Previous Contents Index


Chapter 2
How to Run KAP

This chapter describes the commands necessary to run KAP on Tru64 UNIX systems.

Compaq KAP Fortran/OpenMP can be run in either of two modes:

2.1 General KAP Information

The following provides information and restrictions:

2.2 Installing Compaq KAP

KAP is installed on the Tru64 UNIX system with the system command setld . See the Compaq KAP Fortran/OpenMP for Tru64 UNIX Installation Guide for details.

2.3 Compiling a Program Using the kf90 Driver

The kf90 command invokes a driver program that automatically calls KAP, the Compaq Fortran compiler, and the linker.

2.3.1 Passing Default KAP Switch Settings to kf90

Because kf90 calls KAP and the Compaq Fortran compiler, you can substitute the kf90 command for the Fortran 90 command. For example, to use kf90 to compile myprog.f90 with the default KAP switch settings, use the command:


kf90 myprog.f90 

The kf90 command uses the KAP preprocessor on myprog.f90 , compiles the result with the Compaq Fortran compiler, links the object code into an executable image, and produces the following files:

To see a list of the KAP switches and Compaq Fortran compiler switches passed by kf90 , use the -v switch as follows:


kf90 myprog.f90 -v 

An example of the output is:


oursmp> kf90 -v matmul.f timing_fortran.o 
/usr/bin/kapf90 -cmp=./matmul.cmp.f matmul.f -tune=EV4 -nofree 
KAP/Tru64_U_F90    4.4 k340504 20010517    20-Aug-2001   09:27:21 
KAP/Tru64_U_F90  4.4 k340504 20010517 : 0 errors in file matmul.f 
/usr/bin/f90 -fast -v ./matmul.cmp.f timing_fortran.o -tune host -non_shared 
/usr/lib/cmplrs/fort90/decfort90 -platinum -fast -tune host -non_shared 
                                 -I/usr/lib/cmplrs/hpfrtl 
                                 -o /tmp/forAAAaaupma.o ./matmul.cmp.f 
/usr/bin/cc -fast -v -tune host -non_shared /usr/lib/cmplrs/fort90/for_main.o 
                                           /tmp/forAAAaaupma.o 
                                           -O4 timing_fortran.o -qlshpf 
                                           -lUfor -lfor -lFutil -lm -lots -qlc_r 
/usr/lib/cmplrs/cc/ld -g0 -O4 -non_shared /usr/lib/cmplrs/cc/crt0.o 
                              /usr/lib/cmplrs/fort90/for_main.o 
                              /tmp/forAAAaaupma.o timing_fortran.o 
                              -qlshpf -qlc_r -lUfor -lfor -lFutil 
                              -lm -lots -lc 
/usr/lib/cmplrs/cc/ld: 
0.45u 0.39s 0:06 13% 0+28k 305+173io 14pf+0w 28stk+4752mem 

The final resource usage appears in C-shell format at the end.

2.4 Passing KAP Switches to kf90

The -fkapargs switch specifies one or more KAP command-line switches to the preprocessor.
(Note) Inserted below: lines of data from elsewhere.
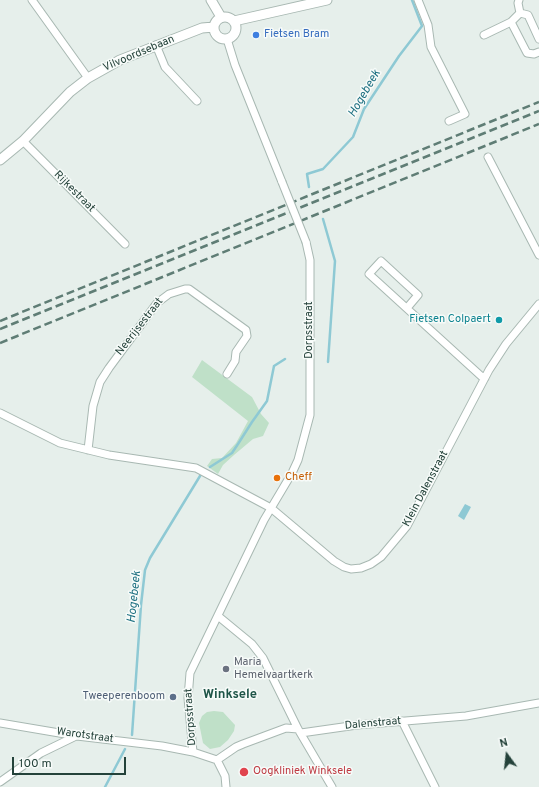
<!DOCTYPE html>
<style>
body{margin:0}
#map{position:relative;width:539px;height:787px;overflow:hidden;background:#e6efeb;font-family:Overpass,sans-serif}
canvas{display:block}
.north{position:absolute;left:487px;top:735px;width:40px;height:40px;-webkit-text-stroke:3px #f7fbf9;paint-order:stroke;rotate:345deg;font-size:11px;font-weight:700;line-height:16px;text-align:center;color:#24423a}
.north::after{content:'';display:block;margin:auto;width:14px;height:18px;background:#24423a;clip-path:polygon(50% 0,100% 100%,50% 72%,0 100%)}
.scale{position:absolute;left:12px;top:757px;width:114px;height:18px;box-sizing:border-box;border:2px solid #24423a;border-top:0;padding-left:5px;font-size:12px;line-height:14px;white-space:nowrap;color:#24423a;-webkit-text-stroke:3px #f7fbf9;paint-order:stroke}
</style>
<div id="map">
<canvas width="539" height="787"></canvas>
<div class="north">N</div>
<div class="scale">100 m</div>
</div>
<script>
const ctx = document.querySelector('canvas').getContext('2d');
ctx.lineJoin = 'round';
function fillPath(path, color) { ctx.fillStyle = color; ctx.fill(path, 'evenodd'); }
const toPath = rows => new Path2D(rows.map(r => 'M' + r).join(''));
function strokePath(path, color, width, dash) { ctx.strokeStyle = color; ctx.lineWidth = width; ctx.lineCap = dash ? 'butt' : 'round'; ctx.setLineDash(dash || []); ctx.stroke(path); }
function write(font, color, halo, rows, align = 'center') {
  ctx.font = font + ' Overpass,sans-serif'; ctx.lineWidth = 3; ctx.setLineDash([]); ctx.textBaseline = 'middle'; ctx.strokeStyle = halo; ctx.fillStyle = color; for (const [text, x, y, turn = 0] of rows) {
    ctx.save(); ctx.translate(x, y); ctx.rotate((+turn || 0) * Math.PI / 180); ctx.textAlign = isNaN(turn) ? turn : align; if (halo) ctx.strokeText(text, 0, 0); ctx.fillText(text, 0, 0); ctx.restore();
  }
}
fillPath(toPath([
 [202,360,252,397,261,414,269,423,263,436,253,439,234,455,223,465,218,474,207,466,212,459,222,458,236,443,248,421,192,377],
 [214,711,223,712,235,725,234,731,228,740,220,747,210,749,203,743,199,723,202,716,207,712]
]), '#bfe0c8');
fillPath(toPath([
 [465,504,471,507,464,520,458,516]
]), '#8ec9d4');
strokePath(toPath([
 [309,187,307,174,323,169,353,137,364,109,399,56,422,26,412,0],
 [323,219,335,261,328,362],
 [210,467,232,453,238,444,252,422,267,401,274,366,285,359],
 [132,735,141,605,145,570,150,558,200,476],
 [105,787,125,749]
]), '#8ec9d4', 2.5);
const minor = toPath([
 [32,0,88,78],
 [418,0,428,25,431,47,465,114,449,121],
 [520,13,528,15,539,39],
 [511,22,527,53,534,54,539,52],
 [484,35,511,22,520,13,518,3,519,0],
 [227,39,235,65,282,182],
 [156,45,165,67,197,101],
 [23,141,125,244],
 [488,157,539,255],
 [407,308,418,295,381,261,369,274,481,376,485,378],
 [0,413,60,443,109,455,196,468,271,508,334,561,344,567,351,569,361,568,371,564,381,557,407,526,489,370,506,344,539,304],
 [88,450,93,406,100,382,109,368,157,303,169,294,185,289,189,289,246,330,247,336,236,352,235,361,227,374],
 [218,616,252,644,263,658,298,729,332,787],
 [402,721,435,787],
 [0,723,77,736,162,746,193,752,217,760],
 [301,733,357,725,466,716,539,703],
 [193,752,188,698,190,673,264,520,292,473,298,460,310,415,310,260,306,242],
 [217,760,236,747,243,744,286,728,298,729],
 [217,760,225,776,226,787],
 [0,782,41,753,76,736]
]);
const tertiary = toPath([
 [211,0,221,17],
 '214 28a11 11 0 1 1 22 0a11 11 0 1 1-22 0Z',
 [234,21,327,0],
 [0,160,23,141,70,92,88,78,120,60,202,28,214,27]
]);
strokePath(minor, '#a8b8b2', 9);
strokePath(tertiary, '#a8b8b2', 11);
strokePath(minor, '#fff', 7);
strokePath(tertiary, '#fff', 9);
strokePath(toPath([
 [0,321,539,102],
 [0,329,539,111],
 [0,343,539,124]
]), '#5f7d75', 2.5, [8, 4]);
const minorBridge = toPath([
 [282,182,306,242]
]);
strokePath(minorBridge, '#a8b8b2', 9, []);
strokePath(minorBridge, '#fff', 7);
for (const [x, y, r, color] of [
 [256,35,4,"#3f7fe0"],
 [499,320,4,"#0f9aa8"],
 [277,478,4,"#e8710a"],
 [226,669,4,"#6b7280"],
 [173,697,4,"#5c6f8a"],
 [244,772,5,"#e0444e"]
]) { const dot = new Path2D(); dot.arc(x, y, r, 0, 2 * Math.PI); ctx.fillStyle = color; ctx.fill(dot); strokePath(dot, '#f7fbf9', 1.5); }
write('11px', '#366cbe', '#f7fbf9', [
 ["Fietsen Bram",264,35]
], 'left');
write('11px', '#24423a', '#f7fbf9', [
 ["Vilvoordsebaan",139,54,-23],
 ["Rijkestraat",74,192,45],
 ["Neerijsestraat",140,327,-52],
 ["Dorpsstraat",310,330,-90],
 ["Klein Dalenstraat",426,489,-62],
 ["Dorpsstraat",191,717,-94],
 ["Dalenstraat",373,724,-5],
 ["Warotstraat",85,736,8]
]);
write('11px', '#0d838f', '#f7fbf9', [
 ["Fietsen Colpaert",491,320]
], 'right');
write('11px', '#c56008', '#f7fbf9', [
 ["Cheff",285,478]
], 'left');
write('11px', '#5b616d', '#f7fbf9', [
 ["Maria",234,663],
 ["Hemelvaartkerk",234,676]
], 'left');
write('11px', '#4e5e75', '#f7fbf9', [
 ["Tweeperenboom",165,697]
], 'right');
write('11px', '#be3a42', '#f7fbf9', [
 ["Oogkliniek Winksele",253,772]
], 'left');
write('italic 12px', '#1c6f80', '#f7fbf9', [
 ["Hogebeek",365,94,-60],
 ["Hogebeek",135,597,-84]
]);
write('bold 13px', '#1f5548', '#f7fbf9', [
 ["Winksele",230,695]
]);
</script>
For example, to use kf90 to optimize and compile the file myprog.f90 using KAP switches for general optimization, use the command:


kf90 -fkapargs='-roundoff=3 -scalaropt=3 -list=myprog_annotated.lis' myprog.f90 

The following files result:

For descriptions of all KAP command-line switches, see Chapter 4.

2.4.1 Passing Compaq Fortran Compiler Switches to kf90

Any command-line switch that is valid for the Compaq Fortran compiler or the linker is valid for the kf90 command. You can specify compiler switches and KAP switches on the same line. For example, to optimize and compile the file myprog.f90 using KAP switches for general optimization and to specify the name of the executable file with the Compaq Fortran compiler switch, -o , use the following command:


kf90 -fkapargs='-optimize=5 -roundoff=3 -scalaropt=3' -o=myprog.exe myprog.f90 

The following files result:

The kf90 command specifies the Compaq Fortran compiler switches -notransform_loops , -lpthread , and -fast , by default. To override any of the individual compiler switches encompassed by -fast , specify them on the kf90 command line. For example, the following command sets the compiler switch -math_library accurate and overrides the default -math_library noaccurate set by -fast :


kf90 -math_library accurate myprog.f90 

For information about the -fast compiler switch, see the Compaq Fortran User Manual for Tru64 UNIX and Linux Alpha Systems.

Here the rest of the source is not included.